Please transcribe every record below exactly as it appears.

Records to use:
↓

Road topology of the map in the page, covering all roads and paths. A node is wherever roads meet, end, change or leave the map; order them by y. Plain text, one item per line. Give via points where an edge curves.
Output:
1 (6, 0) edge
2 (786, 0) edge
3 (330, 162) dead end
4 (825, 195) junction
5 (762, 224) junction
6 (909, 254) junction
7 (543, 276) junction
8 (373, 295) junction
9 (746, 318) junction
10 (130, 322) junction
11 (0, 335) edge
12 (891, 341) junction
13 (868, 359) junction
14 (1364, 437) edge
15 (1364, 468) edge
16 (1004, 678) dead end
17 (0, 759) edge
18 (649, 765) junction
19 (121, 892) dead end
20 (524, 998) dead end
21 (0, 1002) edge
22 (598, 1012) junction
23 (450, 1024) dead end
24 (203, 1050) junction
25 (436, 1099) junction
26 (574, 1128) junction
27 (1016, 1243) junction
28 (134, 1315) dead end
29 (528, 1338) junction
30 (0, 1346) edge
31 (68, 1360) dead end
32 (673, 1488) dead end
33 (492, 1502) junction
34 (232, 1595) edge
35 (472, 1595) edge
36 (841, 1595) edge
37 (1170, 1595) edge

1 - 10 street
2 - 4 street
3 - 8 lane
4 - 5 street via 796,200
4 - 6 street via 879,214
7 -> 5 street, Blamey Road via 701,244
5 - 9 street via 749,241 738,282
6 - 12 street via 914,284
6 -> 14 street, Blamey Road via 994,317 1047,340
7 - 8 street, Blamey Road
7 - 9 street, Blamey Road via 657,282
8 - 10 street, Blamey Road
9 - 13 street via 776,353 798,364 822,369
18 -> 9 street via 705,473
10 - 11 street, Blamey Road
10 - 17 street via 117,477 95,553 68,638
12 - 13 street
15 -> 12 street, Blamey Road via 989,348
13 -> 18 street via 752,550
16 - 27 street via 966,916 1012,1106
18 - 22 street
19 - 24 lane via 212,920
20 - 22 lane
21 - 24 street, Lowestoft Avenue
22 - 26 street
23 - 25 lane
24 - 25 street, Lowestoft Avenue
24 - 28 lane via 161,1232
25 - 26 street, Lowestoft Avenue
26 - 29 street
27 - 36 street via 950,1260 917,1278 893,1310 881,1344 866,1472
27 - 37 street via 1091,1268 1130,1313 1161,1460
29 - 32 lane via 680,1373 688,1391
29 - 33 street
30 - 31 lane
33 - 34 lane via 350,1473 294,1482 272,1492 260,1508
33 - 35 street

↑

Result for this exercise:
Road topology of the map in the page, covering all roads and paths. A node is wherever roads meet, end, change or leave the map; order them by y. Plain text, one item per line. Give via points where an edge curves.
Output:
1 (6, 0) edge
2 (786, 0) edge
3 (330, 162) dead end
4 (825, 195) junction
5 (762, 224) junction
6 (909, 254) junction
7 (543, 276) junction
8 (373, 295) junction
9 (746, 318) junction
10 (130, 322) junction
11 (0, 335) edge
12 (891, 341) junction
13 (868, 359) junction
14 (1364, 437) edge
15 (1364, 468) edge
16 (1004, 678) dead end
17 (0, 759) edge
18 (649, 765) junction
19 (121, 892) dead end
20 (524, 998) dead end
21 (0, 1002) edge
22 (598, 1012) junction
23 (450, 1024) dead end
24 (203, 1050) junction
25 (436, 1099) junction
26 (574, 1128) junction
27 (1016, 1243) junction
28 (134, 1315) dead end
29 (528, 1338) junction
30 (0, 1346) edge
31 (68, 1360) dead end
32 (673, 1488) dead end
33 (492, 1502) junction
34 (232, 1595) edge
35 (472, 1595) edge
36 (841, 1595) edge
37 (1170, 1595) edge

1 - 10 street
2 - 4 street
3 - 8 lane
4 - 5 street via 796,200
4 - 6 street via 879,214
7 -> 5 street, Blamey Road via 701,244
5 - 9 street via 749,241 738,282
6 - 12 street via 914,284
6 -> 14 street, Blamey Road via 994,317 1047,340
7 - 8 street, Blamey Road
7 - 9 street, Blamey Road via 657,282
8 - 10 street, Blamey Road
9 - 13 street via 776,353 798,364 822,369
18 -> 9 street via 705,473
10 - 11 street, Blamey Road
10 - 17 street via 117,477 95,553 68,638
12 - 13 street
15 -> 12 street, Blamey Road via 989,348
13 -> 18 street via 752,550
16 - 27 street via 966,916 1012,1106
18 - 22 street
19 - 24 lane via 212,920
20 - 22 lane
21 - 24 street, Lowestoft Avenue
22 - 26 street
23 - 25 lane
24 - 25 street, Lowestoft Avenue
24 - 28 lane via 161,1232
25 - 26 street, Lowestoft Avenue
26 - 29 street
27 - 36 street via 950,1260 917,1278 893,1310 881,1344 866,1472
27 - 37 street via 1091,1268 1130,1313 1161,1460
29 - 32 lane via 680,1373 688,1391
29 - 33 street
30 - 31 lane
33 - 34 lane via 350,1473 294,1482 272,1492 260,1508
33 - 35 street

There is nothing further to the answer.